What is expected:
Search the material for the string "nodes", then report how many lines hold it, with no other text.

▬▬▬▬▬▬▬▬▬▬

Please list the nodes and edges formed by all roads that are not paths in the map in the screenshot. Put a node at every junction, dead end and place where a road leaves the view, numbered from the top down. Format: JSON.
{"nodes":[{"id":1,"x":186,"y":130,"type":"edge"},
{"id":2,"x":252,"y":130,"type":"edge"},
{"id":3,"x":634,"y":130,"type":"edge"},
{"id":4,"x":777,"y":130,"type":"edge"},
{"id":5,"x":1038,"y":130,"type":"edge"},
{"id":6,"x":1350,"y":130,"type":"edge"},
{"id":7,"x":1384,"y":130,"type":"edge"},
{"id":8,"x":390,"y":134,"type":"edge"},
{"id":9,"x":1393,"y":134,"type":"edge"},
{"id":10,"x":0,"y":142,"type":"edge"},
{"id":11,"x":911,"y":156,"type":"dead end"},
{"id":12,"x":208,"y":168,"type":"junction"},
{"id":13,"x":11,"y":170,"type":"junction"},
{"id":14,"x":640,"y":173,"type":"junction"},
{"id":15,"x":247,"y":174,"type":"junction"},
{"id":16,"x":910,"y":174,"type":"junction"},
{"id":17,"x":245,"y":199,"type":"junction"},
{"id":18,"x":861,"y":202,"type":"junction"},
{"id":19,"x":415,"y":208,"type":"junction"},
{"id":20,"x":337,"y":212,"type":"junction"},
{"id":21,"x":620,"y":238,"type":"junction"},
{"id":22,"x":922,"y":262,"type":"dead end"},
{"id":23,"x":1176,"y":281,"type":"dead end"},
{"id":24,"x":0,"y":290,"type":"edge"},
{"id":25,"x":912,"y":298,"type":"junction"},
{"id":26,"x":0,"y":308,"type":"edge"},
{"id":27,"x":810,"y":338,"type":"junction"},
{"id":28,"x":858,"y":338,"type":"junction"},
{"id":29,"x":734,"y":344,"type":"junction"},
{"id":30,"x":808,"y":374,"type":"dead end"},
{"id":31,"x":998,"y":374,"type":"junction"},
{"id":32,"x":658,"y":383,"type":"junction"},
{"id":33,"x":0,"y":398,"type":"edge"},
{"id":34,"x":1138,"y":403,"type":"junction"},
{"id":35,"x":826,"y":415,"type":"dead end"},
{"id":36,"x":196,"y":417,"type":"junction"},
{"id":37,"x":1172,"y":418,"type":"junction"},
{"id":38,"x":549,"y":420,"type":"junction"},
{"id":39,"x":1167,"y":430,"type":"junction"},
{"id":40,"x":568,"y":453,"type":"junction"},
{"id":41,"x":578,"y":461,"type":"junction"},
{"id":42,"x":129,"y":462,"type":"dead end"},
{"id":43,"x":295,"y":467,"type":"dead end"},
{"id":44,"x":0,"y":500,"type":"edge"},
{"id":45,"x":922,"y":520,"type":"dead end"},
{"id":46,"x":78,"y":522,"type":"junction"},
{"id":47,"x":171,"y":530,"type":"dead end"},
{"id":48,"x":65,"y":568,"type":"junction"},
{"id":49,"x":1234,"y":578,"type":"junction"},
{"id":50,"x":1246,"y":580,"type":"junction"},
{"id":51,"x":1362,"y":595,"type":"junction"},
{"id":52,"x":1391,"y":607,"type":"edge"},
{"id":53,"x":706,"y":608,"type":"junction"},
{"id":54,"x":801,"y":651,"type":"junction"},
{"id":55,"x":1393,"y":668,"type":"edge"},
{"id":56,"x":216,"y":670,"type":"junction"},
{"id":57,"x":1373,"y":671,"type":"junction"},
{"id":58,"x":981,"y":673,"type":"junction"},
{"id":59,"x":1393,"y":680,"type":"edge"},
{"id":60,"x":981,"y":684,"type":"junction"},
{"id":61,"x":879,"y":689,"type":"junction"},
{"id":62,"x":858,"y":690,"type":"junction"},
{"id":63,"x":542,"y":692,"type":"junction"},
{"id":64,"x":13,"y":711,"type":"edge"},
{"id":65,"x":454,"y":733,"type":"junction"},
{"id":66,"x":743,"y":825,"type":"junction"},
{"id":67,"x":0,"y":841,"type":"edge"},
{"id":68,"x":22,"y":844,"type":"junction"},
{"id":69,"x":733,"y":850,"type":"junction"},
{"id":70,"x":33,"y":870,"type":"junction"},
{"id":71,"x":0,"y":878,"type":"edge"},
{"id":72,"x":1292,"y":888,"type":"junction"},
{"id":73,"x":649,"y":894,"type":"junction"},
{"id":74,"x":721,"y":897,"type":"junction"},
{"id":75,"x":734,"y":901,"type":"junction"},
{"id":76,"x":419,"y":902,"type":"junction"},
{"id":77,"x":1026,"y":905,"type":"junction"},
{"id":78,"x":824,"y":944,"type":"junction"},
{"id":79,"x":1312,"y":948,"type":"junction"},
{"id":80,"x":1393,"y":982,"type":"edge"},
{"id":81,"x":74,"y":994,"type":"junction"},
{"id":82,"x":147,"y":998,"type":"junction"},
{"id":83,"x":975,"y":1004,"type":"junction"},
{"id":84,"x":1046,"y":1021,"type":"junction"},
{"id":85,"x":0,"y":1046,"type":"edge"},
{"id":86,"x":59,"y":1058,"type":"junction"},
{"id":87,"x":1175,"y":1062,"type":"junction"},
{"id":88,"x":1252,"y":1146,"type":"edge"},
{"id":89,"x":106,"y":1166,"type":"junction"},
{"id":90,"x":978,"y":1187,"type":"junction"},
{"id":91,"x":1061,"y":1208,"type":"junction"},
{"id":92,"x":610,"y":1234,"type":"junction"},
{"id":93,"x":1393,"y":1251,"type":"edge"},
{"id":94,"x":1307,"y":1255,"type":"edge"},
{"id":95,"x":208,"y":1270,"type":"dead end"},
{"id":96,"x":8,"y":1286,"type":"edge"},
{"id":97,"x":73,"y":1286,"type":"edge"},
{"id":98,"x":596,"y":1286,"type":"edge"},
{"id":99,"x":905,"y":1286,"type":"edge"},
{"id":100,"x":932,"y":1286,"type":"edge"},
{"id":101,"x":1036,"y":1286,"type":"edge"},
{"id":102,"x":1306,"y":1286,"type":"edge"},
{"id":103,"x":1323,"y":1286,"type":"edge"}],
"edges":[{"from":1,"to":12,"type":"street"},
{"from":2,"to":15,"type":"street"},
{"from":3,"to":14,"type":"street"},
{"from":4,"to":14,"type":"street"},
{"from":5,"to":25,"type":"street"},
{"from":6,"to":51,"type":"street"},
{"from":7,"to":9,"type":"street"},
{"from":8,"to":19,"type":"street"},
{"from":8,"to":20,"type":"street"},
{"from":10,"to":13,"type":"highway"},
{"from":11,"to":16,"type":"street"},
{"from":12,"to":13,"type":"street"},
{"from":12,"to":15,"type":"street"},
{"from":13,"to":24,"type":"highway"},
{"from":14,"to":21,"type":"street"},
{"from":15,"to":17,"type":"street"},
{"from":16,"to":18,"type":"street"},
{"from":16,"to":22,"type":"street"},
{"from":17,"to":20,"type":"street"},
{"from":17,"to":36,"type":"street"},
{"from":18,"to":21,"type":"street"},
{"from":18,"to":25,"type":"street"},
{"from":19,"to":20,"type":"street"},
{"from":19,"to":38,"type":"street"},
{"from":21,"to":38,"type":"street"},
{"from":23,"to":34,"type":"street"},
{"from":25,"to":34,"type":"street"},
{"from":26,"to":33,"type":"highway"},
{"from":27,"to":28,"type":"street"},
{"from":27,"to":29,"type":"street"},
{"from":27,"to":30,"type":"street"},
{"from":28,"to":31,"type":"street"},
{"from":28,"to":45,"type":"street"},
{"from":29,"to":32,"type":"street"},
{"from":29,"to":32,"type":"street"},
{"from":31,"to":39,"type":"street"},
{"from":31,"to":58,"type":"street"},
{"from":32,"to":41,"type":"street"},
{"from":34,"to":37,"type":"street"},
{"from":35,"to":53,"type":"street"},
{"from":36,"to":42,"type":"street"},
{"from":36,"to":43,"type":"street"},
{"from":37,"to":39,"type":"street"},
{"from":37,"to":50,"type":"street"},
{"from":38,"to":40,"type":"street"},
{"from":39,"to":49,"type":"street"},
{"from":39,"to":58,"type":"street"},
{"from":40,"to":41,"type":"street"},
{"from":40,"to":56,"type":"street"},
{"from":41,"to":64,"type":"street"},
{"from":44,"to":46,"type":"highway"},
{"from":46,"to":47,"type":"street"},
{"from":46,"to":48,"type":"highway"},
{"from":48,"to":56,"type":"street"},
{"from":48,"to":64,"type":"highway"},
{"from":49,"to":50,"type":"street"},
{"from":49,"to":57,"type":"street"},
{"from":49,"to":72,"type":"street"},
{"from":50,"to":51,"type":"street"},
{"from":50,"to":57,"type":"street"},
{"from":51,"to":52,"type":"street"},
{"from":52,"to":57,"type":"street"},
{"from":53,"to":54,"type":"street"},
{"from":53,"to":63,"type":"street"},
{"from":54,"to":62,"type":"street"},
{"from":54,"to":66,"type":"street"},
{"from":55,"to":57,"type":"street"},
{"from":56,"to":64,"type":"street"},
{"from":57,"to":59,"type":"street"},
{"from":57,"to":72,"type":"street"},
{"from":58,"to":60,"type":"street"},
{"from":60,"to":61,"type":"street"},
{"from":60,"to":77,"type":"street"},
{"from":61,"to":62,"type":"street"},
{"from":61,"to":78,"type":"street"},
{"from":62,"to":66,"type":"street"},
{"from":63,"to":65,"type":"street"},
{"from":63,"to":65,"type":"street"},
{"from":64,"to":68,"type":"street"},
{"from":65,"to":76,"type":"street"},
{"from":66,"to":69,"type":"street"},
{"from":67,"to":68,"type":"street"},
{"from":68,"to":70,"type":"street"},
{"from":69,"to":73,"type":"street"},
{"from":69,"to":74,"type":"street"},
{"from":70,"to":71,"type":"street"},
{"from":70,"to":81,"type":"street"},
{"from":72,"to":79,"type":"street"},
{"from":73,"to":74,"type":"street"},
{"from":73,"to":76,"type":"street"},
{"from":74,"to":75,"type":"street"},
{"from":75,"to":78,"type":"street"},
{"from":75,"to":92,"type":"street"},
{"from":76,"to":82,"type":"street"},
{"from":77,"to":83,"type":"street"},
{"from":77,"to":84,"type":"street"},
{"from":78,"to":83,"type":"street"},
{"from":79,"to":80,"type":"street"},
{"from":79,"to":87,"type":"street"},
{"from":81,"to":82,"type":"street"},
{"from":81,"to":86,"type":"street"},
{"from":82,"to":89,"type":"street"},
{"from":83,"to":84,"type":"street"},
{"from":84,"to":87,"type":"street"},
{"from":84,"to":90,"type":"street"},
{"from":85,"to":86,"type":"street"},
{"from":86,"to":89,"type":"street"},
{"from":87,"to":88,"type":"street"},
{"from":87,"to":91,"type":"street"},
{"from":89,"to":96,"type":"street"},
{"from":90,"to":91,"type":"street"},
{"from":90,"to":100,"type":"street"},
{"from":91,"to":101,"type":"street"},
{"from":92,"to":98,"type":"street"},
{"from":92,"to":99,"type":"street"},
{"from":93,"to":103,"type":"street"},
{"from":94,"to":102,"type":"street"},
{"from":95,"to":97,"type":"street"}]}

▬▬▬▬▬▬▬▬▬▬

Task response:
2